> _EXERCISE_: Transcribe the lines below exactly. No image belongs in the transcription.

Collected data
--------------------------------------------------

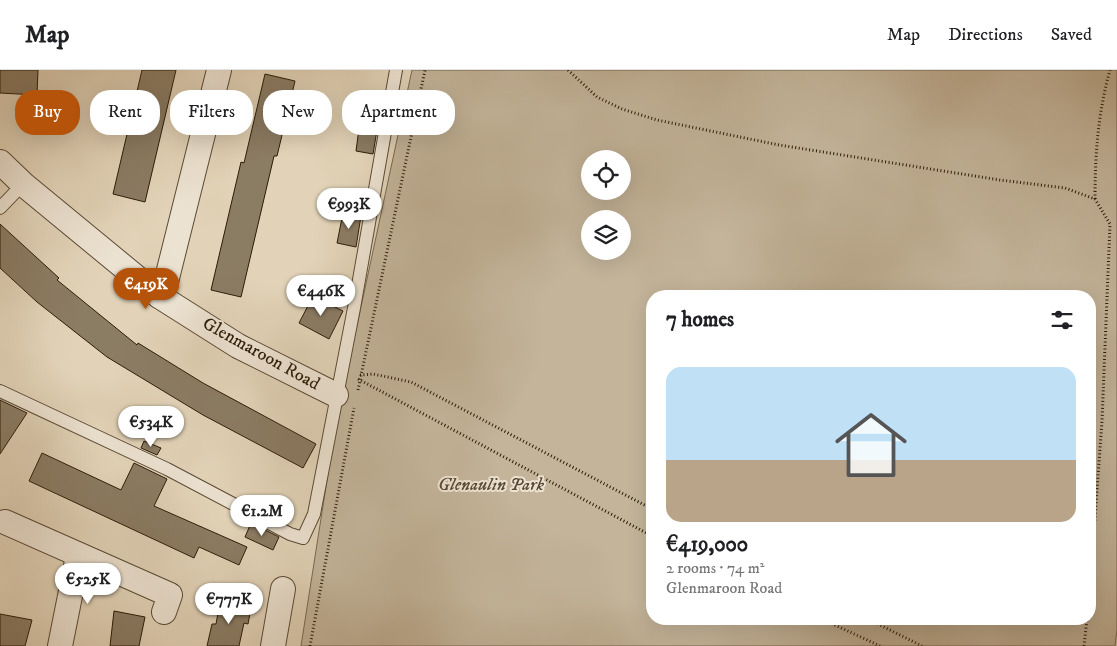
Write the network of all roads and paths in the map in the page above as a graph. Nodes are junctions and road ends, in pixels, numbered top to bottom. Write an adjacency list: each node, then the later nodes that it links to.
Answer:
1 (219, 70): 10 (street)
2 (396, 70): 11 (lane)
3 (425, 70): 12 (path)
4 (568, 70): 8 (path)
5 (1110, 70): 8 (path)
6 (0, 162): 7 (street, Glenmaroon Road)
7 (23, 184): 9 (lane); 10 (street, Glenmaroon Road)
8 (1095, 199): 16 (path)
9 (0, 208)
10 (159, 296): 15 (street, Glenmaroon Road)
11 (341, 372): 13 (path); 15 (lane)
12 (360, 375): 13 (path); 17 (path)
13 (360, 379): 19 (path); 28 (path)
14 (0, 391): 15 (lane)
15 (336, 395)
16 (1096, 504)
17 (646, 506)
18 (5, 522): 20 (street)
19 (646, 533)
20 (78, 556): 22 (street); 26 (street)
21 (283, 588): 27 (street)
22 (164, 612)
23 (835, 625): 29 (path)
24 (880, 625): 30 (path)
25 (1086, 625): 31 (path)
26 (60, 646)
27 (273, 646)
28 (310, 646)
29 (880, 646)
30 (922, 646)
31 (1084, 646)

--------------------------------------------------

> _TASK RESPONSE_:
Write the network of all roads and paths in the map in the page above as a graph. Nodes are junctions and road ends, in pixels, numbered top to bottom. Write an adjacency list: each node, then the later nodes that it links to.
Answer:
1 (219, 70): 10 (street)
2 (396, 70): 11 (lane)
3 (425, 70): 12 (path)
4 (568, 70): 8 (path)
5 (1110, 70): 8 (path)
6 (0, 162): 7 (street, Glenmaroon Road)
7 (23, 184): 9 (lane); 10 (street, Glenmaroon Road)
8 (1095, 199): 16 (path)
9 (0, 208)
10 (159, 296): 15 (street, Glenmaroon Road)
11 (341, 372): 13 (path); 15 (lane)
12 (360, 375): 13 (path); 17 (path)
13 (360, 379): 19 (path); 28 (path)
14 (0, 391): 15 (lane)
15 (336, 395)
16 (1096, 504)
17 (646, 506)
18 (5, 522): 20 (street)
19 (646, 533)
20 (78, 556): 22 (street); 26 (street)
21 (283, 588): 27 (street)
22 (164, 612)
23 (835, 625): 29 (path)
24 (880, 625): 30 (path)
25 (1086, 625): 31 (path)
26 (60, 646)
27 (273, 646)
28 (310, 646)
29 (880, 646)
30 (922, 646)
31 (1084, 646)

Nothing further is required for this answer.